L’analyse juridique de l’AMF a porté à la fois sur l’émission et l’échange de security tokens ainsi que sur leur inscription dans des fonds d’investissement. S’agissant de l’émission, la réglementation « Prospectus » paraît compatible avec les STO. Dans le domaine de la gestion d’actifs, les réglementations européennes et nationales n’empêchent pas le développement des security tokens. Les sociétés de gestion qui voudraient développer cette activité devraient demander un agrément à l’AMF ou mettre à jour leur programme d’activité.

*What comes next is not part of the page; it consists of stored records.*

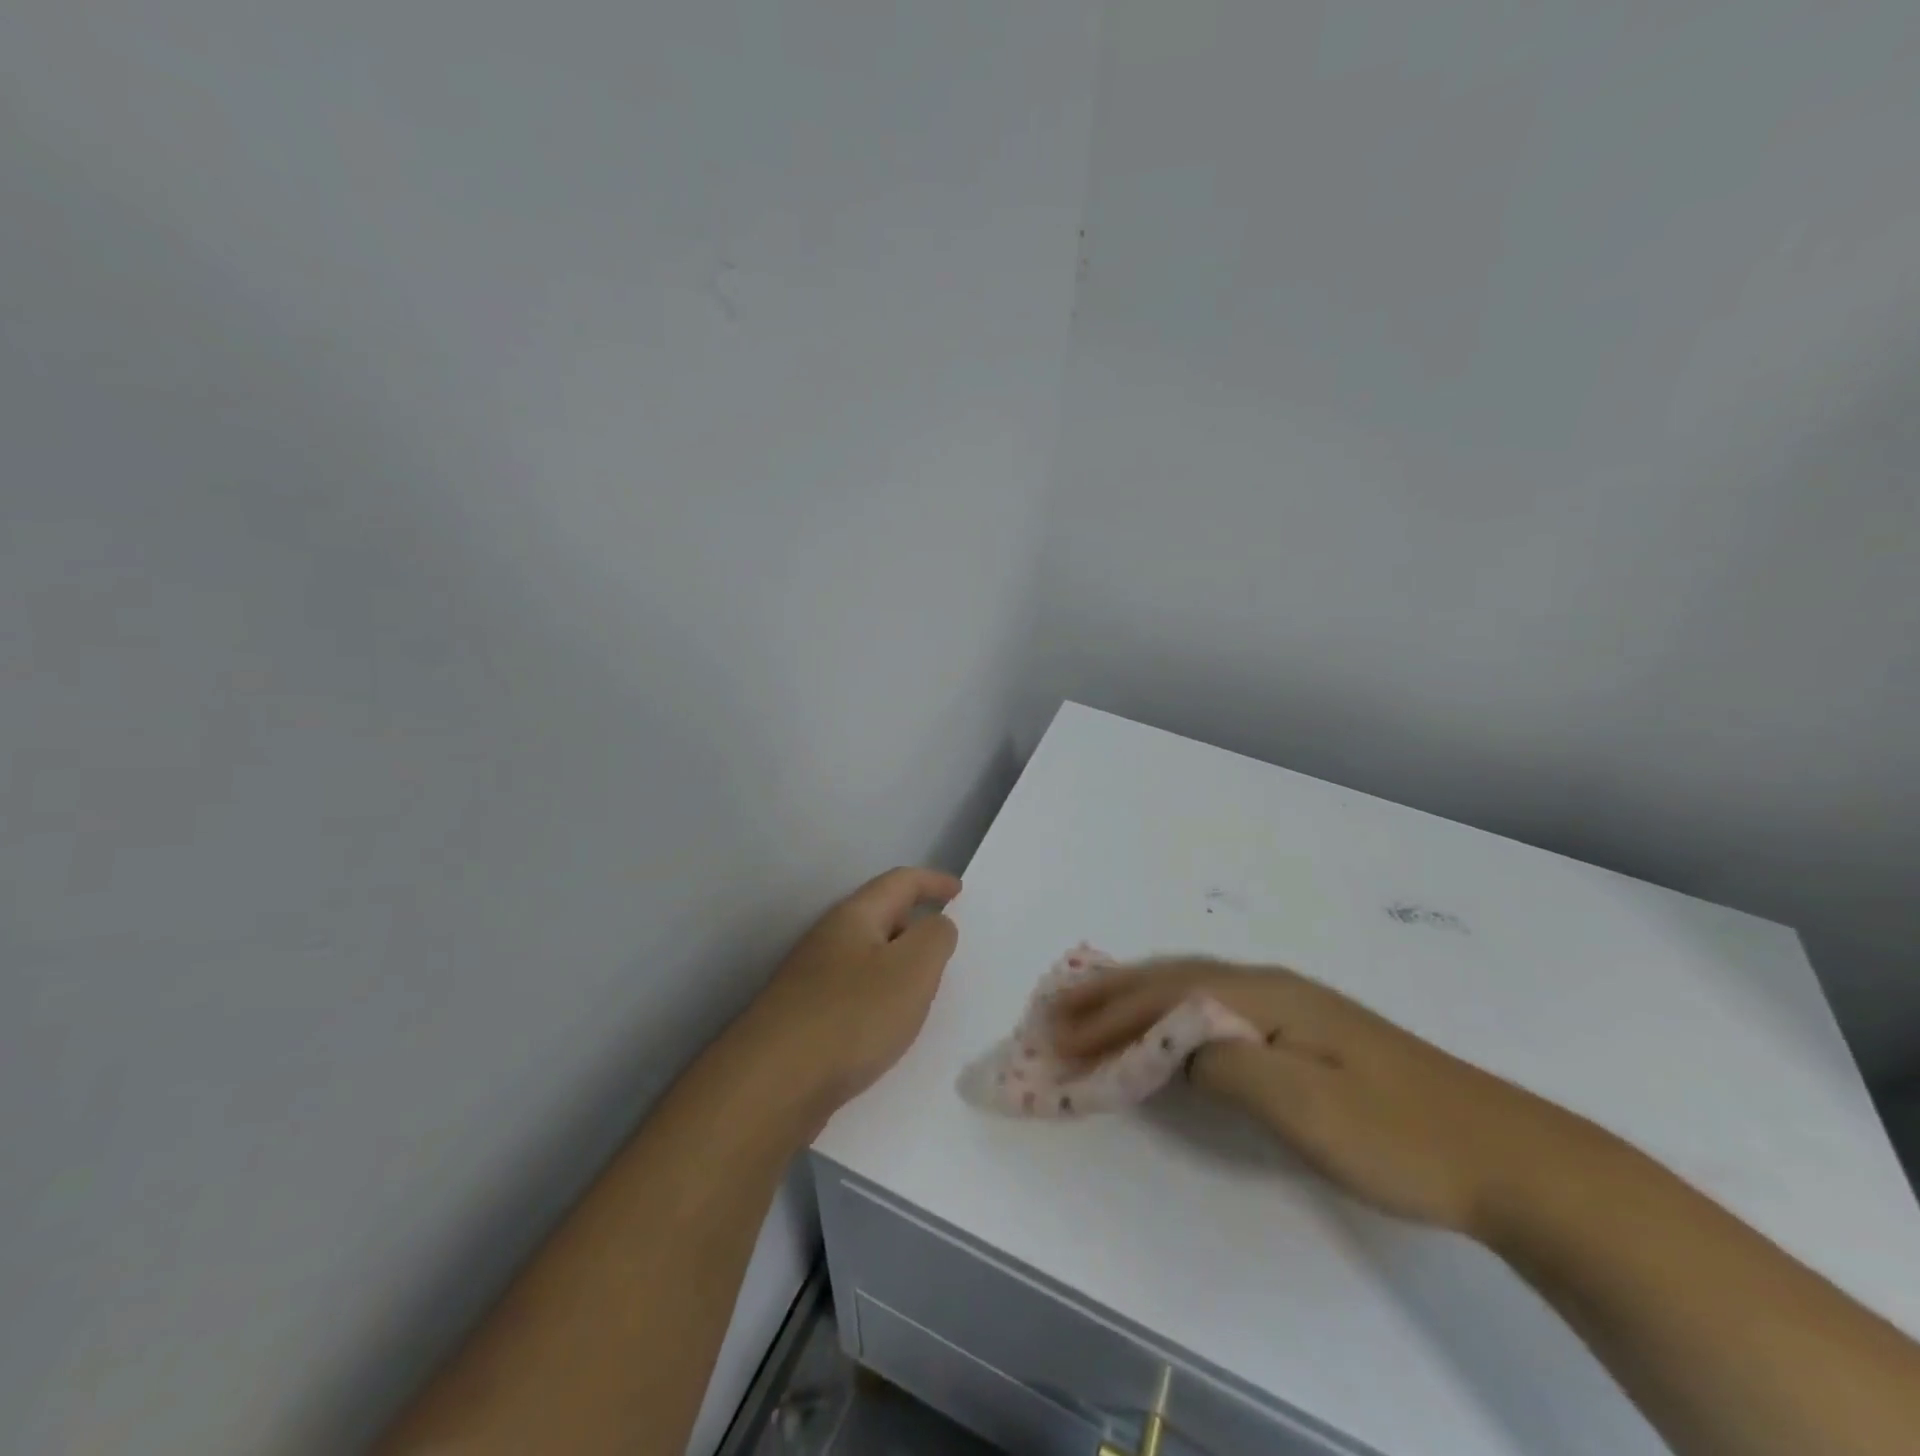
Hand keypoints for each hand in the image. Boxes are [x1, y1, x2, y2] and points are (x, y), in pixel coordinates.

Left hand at [743, 867, 961, 1113]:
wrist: (773, 1083)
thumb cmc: (852, 1016)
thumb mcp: (912, 969)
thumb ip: (935, 938)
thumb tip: (936, 924)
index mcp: (855, 917)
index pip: (899, 882)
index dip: (933, 882)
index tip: (959, 891)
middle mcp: (829, 939)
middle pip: (880, 916)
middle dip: (915, 922)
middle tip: (946, 943)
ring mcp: (811, 978)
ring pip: (867, 956)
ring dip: (898, 962)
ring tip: (925, 986)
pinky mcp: (805, 1015)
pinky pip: (854, 990)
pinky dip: (880, 994)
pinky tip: (888, 1024)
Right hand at [1050, 958, 1575, 1236]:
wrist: (1506, 1154)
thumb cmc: (1400, 1135)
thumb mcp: (1306, 1107)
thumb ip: (1226, 1065)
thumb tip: (1169, 1045)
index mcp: (1264, 995)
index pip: (1166, 995)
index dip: (1109, 1016)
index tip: (1060, 1039)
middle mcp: (1268, 985)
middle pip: (1171, 979)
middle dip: (1109, 995)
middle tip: (1055, 1010)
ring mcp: (1288, 1004)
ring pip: (1190, 987)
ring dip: (1134, 998)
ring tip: (1090, 1007)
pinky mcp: (1302, 1030)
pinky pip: (1212, 1007)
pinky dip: (1169, 1011)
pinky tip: (1161, 1022)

En revanche, l’échange de security tokens fait face à des obstacles juridiques majeurs, du fait de la nature décentralisée de la technologie blockchain.
La négociation de security tokens pourrait se voir appliquer la réglementation financière actuelle sans trop de difficultés. Des plateformes pourraient fournir certains services d’investissement en security tokens (réception, transmission d’ordres pour compte de tiers, exécution d’ordres pour compte de tiers) en demandant un agrément de prestataire de services d’investissement (PSI) ou de conseiller en investissements financiers (CIF), sous réserve d’avoir un gestionnaire identifié, ce qui exclut les plateformes décentralisées.
Pour proposer un réel marché secondaire des security tokens et exploiter une plateforme de négociation au sens de la Directive « MIF 2 » (Directive 2014/65 du 15 mai 2014 N° Lexbase : L5484I3I), un agrément en tant que système multilatéral de négociation (SMN) ou de système organisé de négociation (OTF) serait nécessaire, ce qui écarte également les plateformes décentralisées.
En revanche, l’AMF publie également le 6 mars 2020 une position précisant dans quelle mesure certaines interfaces de security tokens permettant l’affichage d’intérêts acheteurs et vendeurs, sans confrontation des ordres, ne nécessiteraient pas d’agrément en tant que plateforme de négociation au sens de « MIF 2 » (AMF, position n° 2020-02, 6 mars 2020).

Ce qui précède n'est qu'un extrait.